6. I watched my girl kick butt in her third year in the school talent show. She channeled a young Michael Jackson beautifully in her own take on ‘I Want You Back,” although I think she was going for Nickelodeon’s Victoria Justice who recently covered the old J5 song. And, as always, we got to see a lot of other kids strutting their best stuff on stage all evening. One of my favorite acts involved two nine-year-old white boys popping and locking better than a 1980s Alfonso Ribeiro. (Without googling him, please comment below if you actually know who I’m talking about. No cheating!)

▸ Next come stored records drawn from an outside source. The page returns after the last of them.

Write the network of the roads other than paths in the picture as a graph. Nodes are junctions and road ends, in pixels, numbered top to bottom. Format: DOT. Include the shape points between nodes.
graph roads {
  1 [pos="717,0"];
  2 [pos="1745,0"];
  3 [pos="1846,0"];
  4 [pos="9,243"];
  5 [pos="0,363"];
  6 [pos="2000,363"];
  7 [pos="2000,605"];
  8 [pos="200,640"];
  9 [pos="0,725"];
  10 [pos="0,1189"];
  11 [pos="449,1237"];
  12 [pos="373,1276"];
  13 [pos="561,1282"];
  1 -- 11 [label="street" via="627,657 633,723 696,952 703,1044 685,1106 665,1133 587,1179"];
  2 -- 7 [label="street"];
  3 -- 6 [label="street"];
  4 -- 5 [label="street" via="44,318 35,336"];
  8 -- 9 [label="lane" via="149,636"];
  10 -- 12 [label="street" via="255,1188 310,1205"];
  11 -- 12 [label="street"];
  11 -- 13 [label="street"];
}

7. With the help of a few friends, I compiled a list of of people we’d like to see cloned and sent it to @GeneticsView who (foolishly) decided to follow me on Twitter. They hung in there for most of my shenanigans but finally unfollowed me because, I think, I got greedy and asked for too many clones. Who was on the list, you ask? Using the input of others as well as my own ideas, we sent them the following names: Brad Pitt, Jane Russell, Johnny Depp, Julia Child, Bono, Ellen Degeneres and Orlando Bloom. We were really just getting started when they unfollowed. Cowards. What crappy customer service.

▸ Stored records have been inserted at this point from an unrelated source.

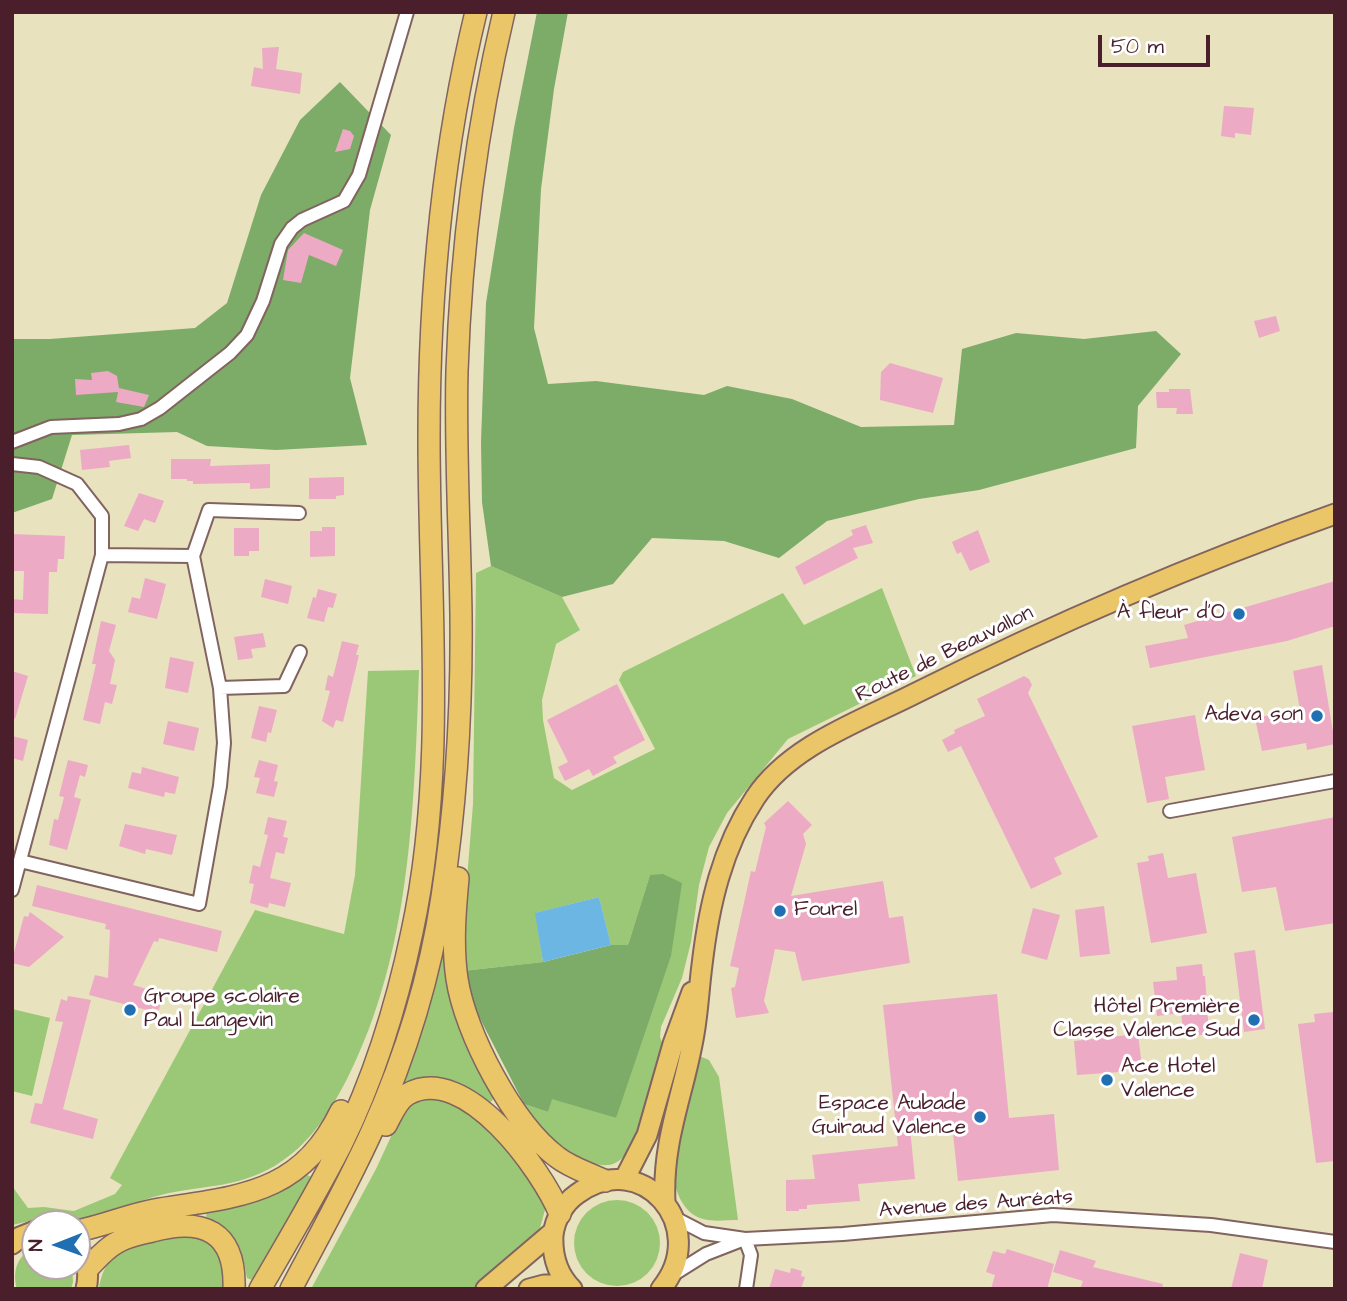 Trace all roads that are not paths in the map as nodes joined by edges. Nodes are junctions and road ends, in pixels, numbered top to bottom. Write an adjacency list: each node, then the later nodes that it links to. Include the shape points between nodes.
1 (407, 12): 4 (street, via 359,175 344,201 292,228 281,244 247,335 230,353 141,419 51,427)
2 (476, 12): 18 (highway, via 443,188 432,303 431,784 422,873)
3 (504, 12): 12 (highway, via 472,181 460,304 456,442)
4 (12, 442)
5 (12, 464): 8 (street, via 39,467 77,484 102,516)
6 (299, 513): 9 (street, via 209,510)
7 (1335, 514): 17 (main road, Route de Beauvallon, via 1101,605 869,717 791,762 758,794 729,844 714,891)
8 (102, 555): 9 (street); 15 (street)
9 (193, 556): 11 (street)
10 (300, 652): 11 (street, via 284,686)
11 (220, 688): 15 (street, via 225,743 199,904)
12 (460, 701): 19 (highway, via 464,806 454,924 462,1003 509,1102 540,1144 566,1164); 25 (highway, via 442,897 427,972 373,1130)
13 (1335, 781): 14 (street)
14 (1170, 811)
15 (17, 866): 16 (street)
16 (12, 890)
17 (702, 964): 19 (main road, via 647,1135); 20 (main road, via 692,1049 664,1166)
18 (402, 978): 22 (highway, via 330,1135 300,1167 257,1191); 30 (highway, via 356,1112)
19 (614, 1180): 20 (main road, via 640,1184); 21 (main road, via 587,1187 571,1198)
20 (670, 1210): 23 (street, Avenue des Auréats, via 704,1233); 27 (main road, via 680,1248)
21 (557, 1223): 25 (highway, via 550,1190 483,1111 447,1090 425,1089 398,1103); 28 (main road, via 553,1251); 32 (main road)
22 (91, 1227)
23 (745, 1239): 24 (street, Avenue des Auréats, via 1053,1215 1211,1225); 27 (street, Avenue des Auréats, via 706,1254); 34 (street, via 751,1255)
24 (1335, 1242)
25 (303, 1265): 31 (highway)
26 (91, 1272): 29 (highway, via 106,1250 126,1237 195,1225 214,1234 229,1252)
27 (666, 1283)
28 (570, 1287): 33 (main road)
29 (234, 1289)
30 (260, 1289)
31 (291, 1289)
32 (486, 1289)
33 (529, 1289)
34 (747, 1289)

8. I learned that I am an unteachable monkey when it comes to the computer. As such, there will likely be many more ‘This is not a real blog post‘ blog posts until I get this crap straightened out. Feel free to ignore them.

9. I learned that I know someone who knows Paul McCartney. That’s only two degrees, people. Meaning YOU are only three degrees of separation from Sir Paul. Go run and update your Facebook statuses … now!

10. I accidentally emailed my kids’ teachers from my ‘tits’ email again. Bear in mind, my daughter’s teachers include a nun. Please say a prayer for me immediately.

11. I an effort to throw off the many cheesy porn autobots of the world, I tried reprogramming my Twitter account by using hashtags like #Osmonds, #GirlScouts, #PBS, #BillCosby, #7thHeaven, #milk, #Crazy8s and #Waltons. It worked, but only for about five hours.

12. I devoted a day of my life to thinking good thoughts about Doug Henning. Doug Henning, you guys! Am I the only one who misses his big, buck teeth? Did you know he was a magician, illusionist, escape artist AND politician? Didn’t see that one coming, did you? A moment of silence for Mr. Henning, please.


Oh, yeah. And we passed 25,000 hits on this six-month-old blog. Yay, us! Thanks to all for reading. Happy Mardi Gras! I’m off to THE paradeS.